Actually, ancient Native American chiefs were servant leaders in the best sense. They were usually very generous, hard working leaders, even as the New Testament in the Bible describes a leader should be! It is ironic and a literal shame that in the process of conquering them for their land, the white men who claimed to have the truth of real religion cut the native American people off from that truth through the lies and cruelty of the majority when they could have shared that truth (if htey really possessed it) with a very spiritual and often open people.
Unfortunately in some cases, the tribal leadership you see today has adopted our selfish, corrupt, self serving style of political leadership. But please bear in mind this is a product of the white man's interference, genocide and the destruction of their way of life, not their nature. This is not to say that ancient Native Americans were without fault, living in a paradise state, by no means!
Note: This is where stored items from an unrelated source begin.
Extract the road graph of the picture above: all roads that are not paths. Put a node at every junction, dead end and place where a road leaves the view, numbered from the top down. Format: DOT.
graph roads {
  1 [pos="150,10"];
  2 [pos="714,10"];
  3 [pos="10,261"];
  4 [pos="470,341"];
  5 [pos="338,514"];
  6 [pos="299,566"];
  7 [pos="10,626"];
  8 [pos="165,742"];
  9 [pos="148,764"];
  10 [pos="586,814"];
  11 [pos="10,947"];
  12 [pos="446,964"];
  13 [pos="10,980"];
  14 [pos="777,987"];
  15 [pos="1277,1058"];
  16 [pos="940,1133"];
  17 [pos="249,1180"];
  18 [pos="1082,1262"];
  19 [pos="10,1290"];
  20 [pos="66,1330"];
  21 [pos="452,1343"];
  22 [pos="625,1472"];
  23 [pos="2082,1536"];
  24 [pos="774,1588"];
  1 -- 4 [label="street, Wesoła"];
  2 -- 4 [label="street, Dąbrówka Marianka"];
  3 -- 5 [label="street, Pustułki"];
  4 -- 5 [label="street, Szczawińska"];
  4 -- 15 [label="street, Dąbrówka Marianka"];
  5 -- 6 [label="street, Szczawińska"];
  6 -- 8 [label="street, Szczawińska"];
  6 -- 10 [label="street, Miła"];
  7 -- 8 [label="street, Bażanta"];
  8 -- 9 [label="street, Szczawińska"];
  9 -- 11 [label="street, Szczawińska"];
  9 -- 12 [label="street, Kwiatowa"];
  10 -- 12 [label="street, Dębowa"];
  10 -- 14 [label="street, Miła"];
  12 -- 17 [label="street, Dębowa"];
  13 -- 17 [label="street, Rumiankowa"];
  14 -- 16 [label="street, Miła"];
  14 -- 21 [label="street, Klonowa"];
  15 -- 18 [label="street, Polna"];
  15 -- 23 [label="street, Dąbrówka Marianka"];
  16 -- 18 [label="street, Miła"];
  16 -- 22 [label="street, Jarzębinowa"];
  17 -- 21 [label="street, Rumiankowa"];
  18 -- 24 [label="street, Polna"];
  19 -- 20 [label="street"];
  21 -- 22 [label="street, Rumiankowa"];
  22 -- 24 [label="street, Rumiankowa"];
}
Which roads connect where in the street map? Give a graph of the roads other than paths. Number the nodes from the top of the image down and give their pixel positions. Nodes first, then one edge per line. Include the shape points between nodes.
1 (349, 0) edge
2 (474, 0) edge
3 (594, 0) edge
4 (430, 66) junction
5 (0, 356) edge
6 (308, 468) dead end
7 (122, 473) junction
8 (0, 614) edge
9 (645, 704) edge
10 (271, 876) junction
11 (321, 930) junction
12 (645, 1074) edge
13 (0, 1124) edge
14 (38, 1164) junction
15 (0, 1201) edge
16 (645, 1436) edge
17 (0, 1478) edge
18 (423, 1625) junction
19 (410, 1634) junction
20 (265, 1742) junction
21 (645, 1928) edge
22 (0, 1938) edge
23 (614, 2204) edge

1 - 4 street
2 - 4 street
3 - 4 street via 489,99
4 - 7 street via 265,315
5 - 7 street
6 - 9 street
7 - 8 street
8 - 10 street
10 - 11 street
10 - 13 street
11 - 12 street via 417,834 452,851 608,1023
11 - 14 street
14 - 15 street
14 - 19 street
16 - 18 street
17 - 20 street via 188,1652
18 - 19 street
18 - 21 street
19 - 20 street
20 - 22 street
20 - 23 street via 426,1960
But in some respects they had not fallen as far from paradise as their white brothers, in other respects perhaps they had fallen more.
(In case you are wondering on what authority such broad and "judgmental" statements are made, the writer bases these statements on his understanding of history and the current situation in light of what the Bible teaches about how we should live, lead and serve. Americans today are afraid to judge anything, but God commands us to use "good judgment" to discern good and evil.)
Today, though living on the same continent and both groups facing many of the same challenges, many reservations also face numerous other social, cultural and economic challenges that are foreign to most of us and would be shocking if mainstream America knew their plight.
The saying also is used to point out work forces or projects with conflicting leadership because no one person is in charge, I did not mean it in that sense, but rather in the sense that we have too much leadership and not enough workers to get the job done.